You have to go to NY or mass, those are the closest ones. 1-3 hour drive for closest comps or more if u go to New Jersey. That or you could host your own comp, I know there's was one in Norwich in 2015 and there was a Yale comp a few years ago but both stopped.


----------



## asdfghjklohhnhn (Jul 22, 2017)

Thanks, I'll try to think of something on how I can get this up and running.


----------



## WACWCA (Jul 22, 2017)

You should attend some competitions before you organize your own, because you need to understand how they work and run


----------



## asdfghjklohhnhn (Jul 22, 2017)

I've been to a tournament in Massachusetts, the Quabin one.
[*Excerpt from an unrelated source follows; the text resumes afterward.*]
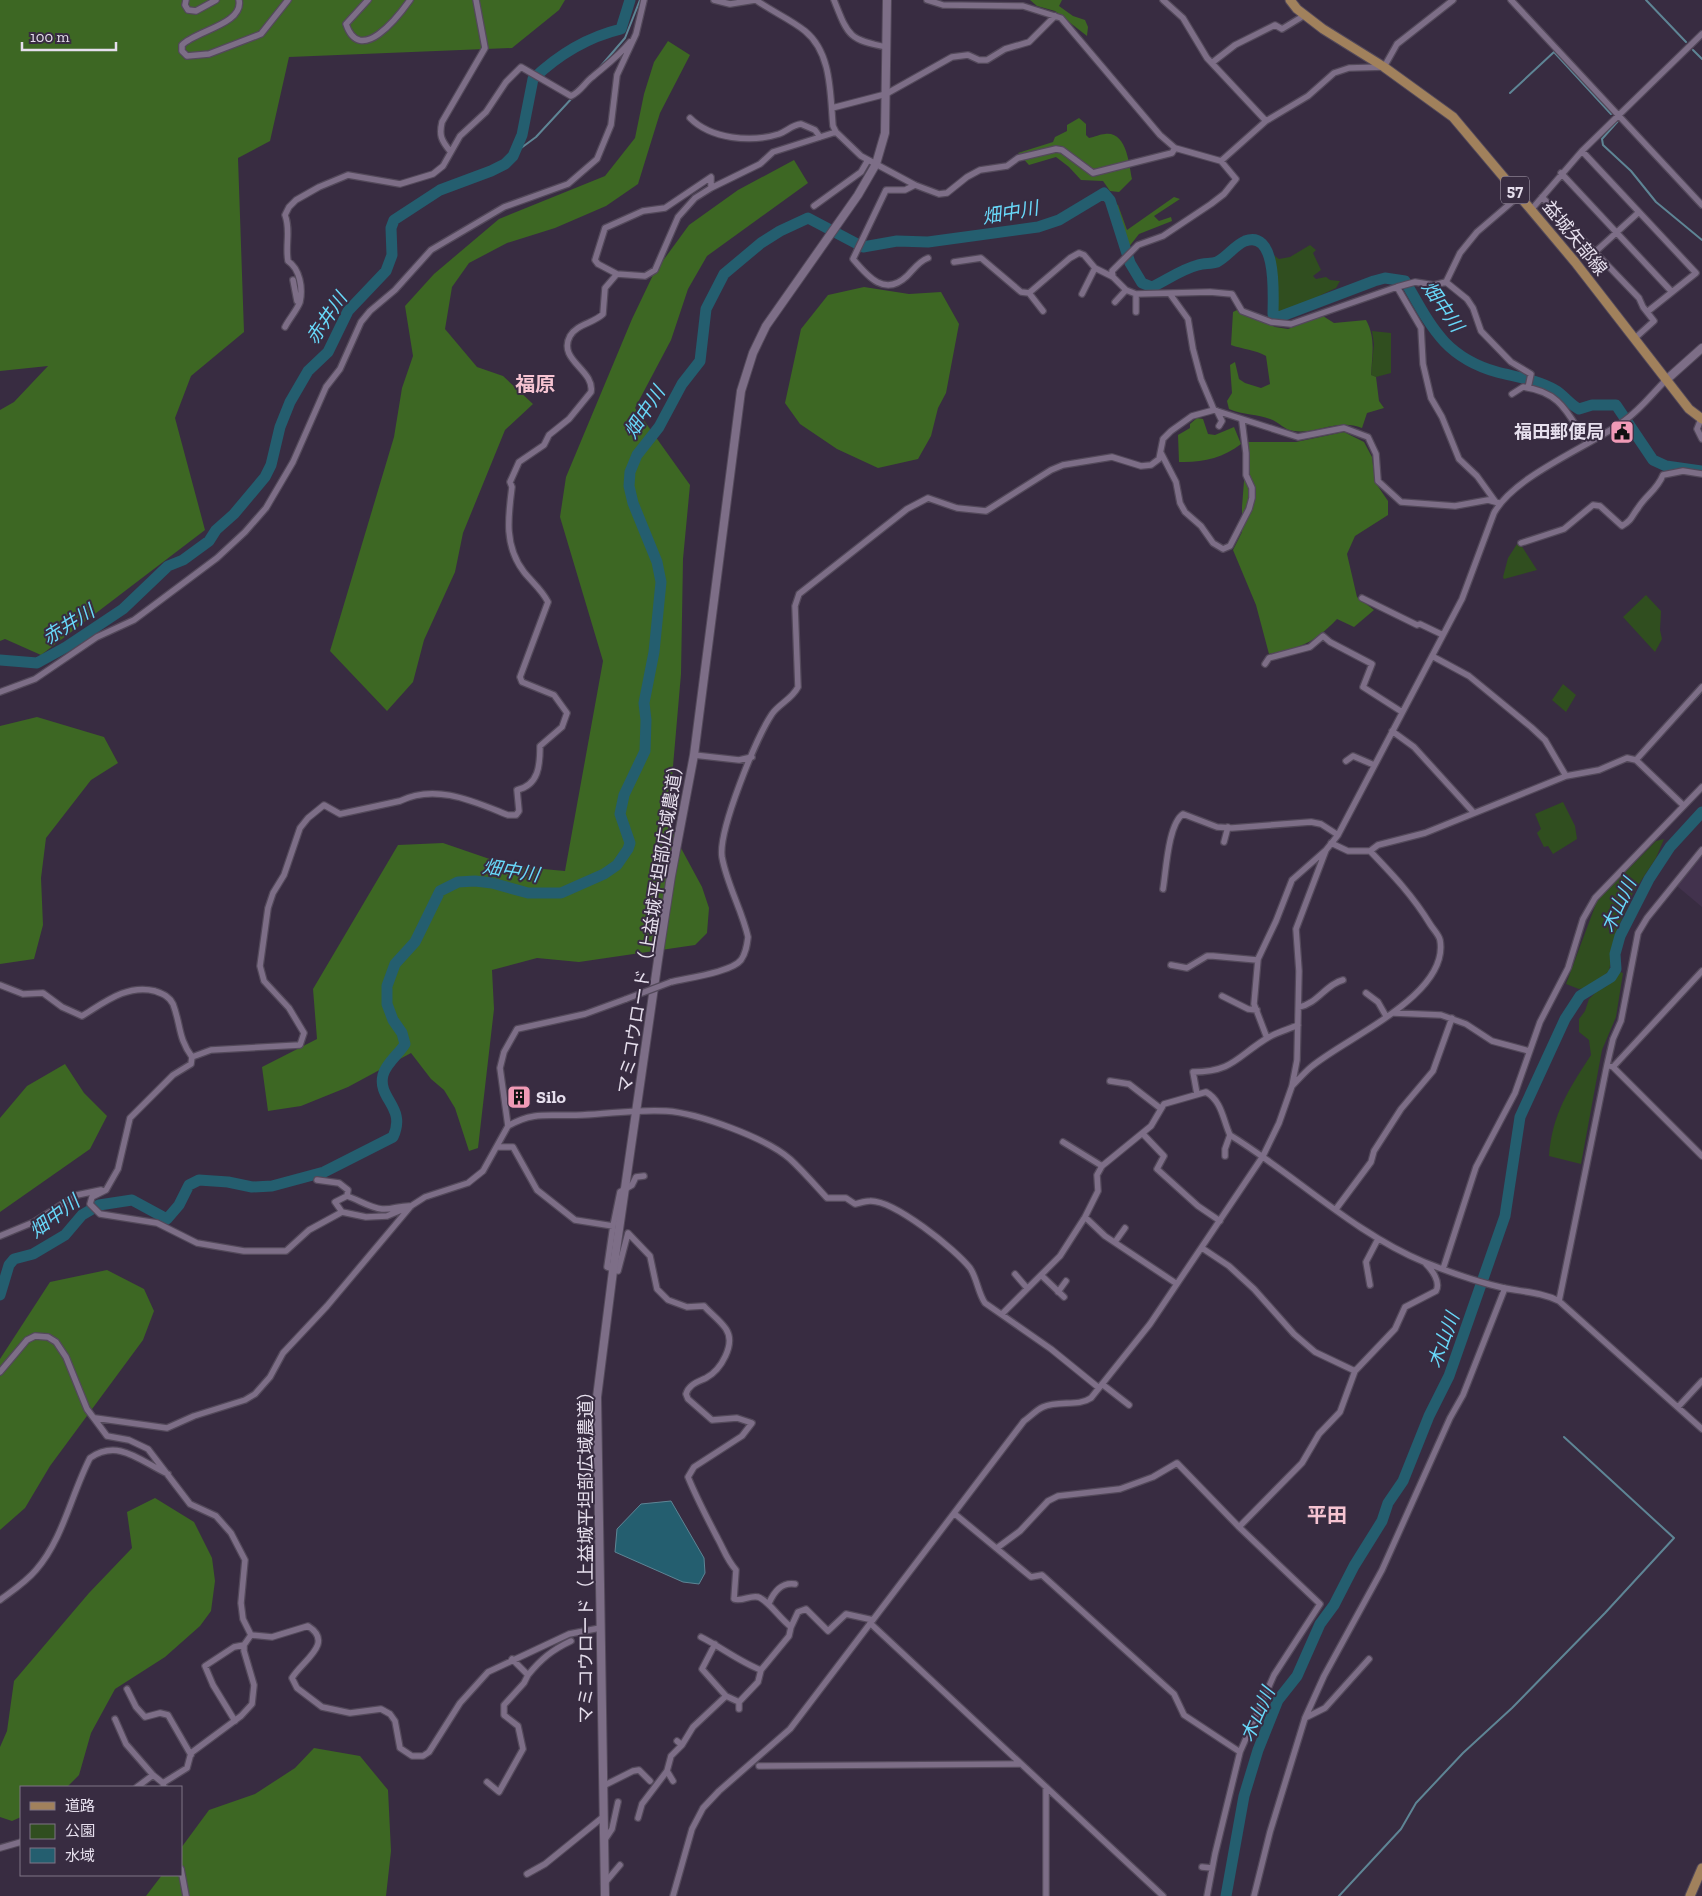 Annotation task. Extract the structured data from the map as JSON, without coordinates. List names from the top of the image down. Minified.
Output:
{"streets":{"main road":["57","益城矢部線"],"street":["マミコウロード（上益城平坦部広域農道）"]},"districts":["福原","平田"],"water":["畑中川","赤井川","木山川"],"places":{"public building":["福田郵便局"],"building":["Silo"]},"legend":["道路","公園","水域"],"scale_bar":"100 m"}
I plan to go to more, but There isn't any close enough to me.


----------



## Jrahmah (May 3, 2018)

Is this still happening? I'm in Bridgeport and we used to have captains cove but they stopped for whatever reason. I would love to have comps here and even a local group or something. I don't know any cubers personally so I wanna make new friends lol


----------



## weatherman223 (May 3, 2018)

Jrahmah said:


> Is this still happening? I'm in Bridgeport and we used to have captains cove but they stopped for whatever reason. I would love to have comps here and even a local group or something. I don't know any cubers personally so I wanna make new friends lol



NorthEast Champs are in Stamford on June 2-3 if you can make that. Obviously I don’t live there so yeah.


----------



## Realshahcubing (Apr 22, 2019)

Hi. Im new and i live in west hartford. Does anyone live nearby so we can have a meetup. My pb is 39.49. 
I am 11 and am looking to find any cubers or speedcubers nearby


----------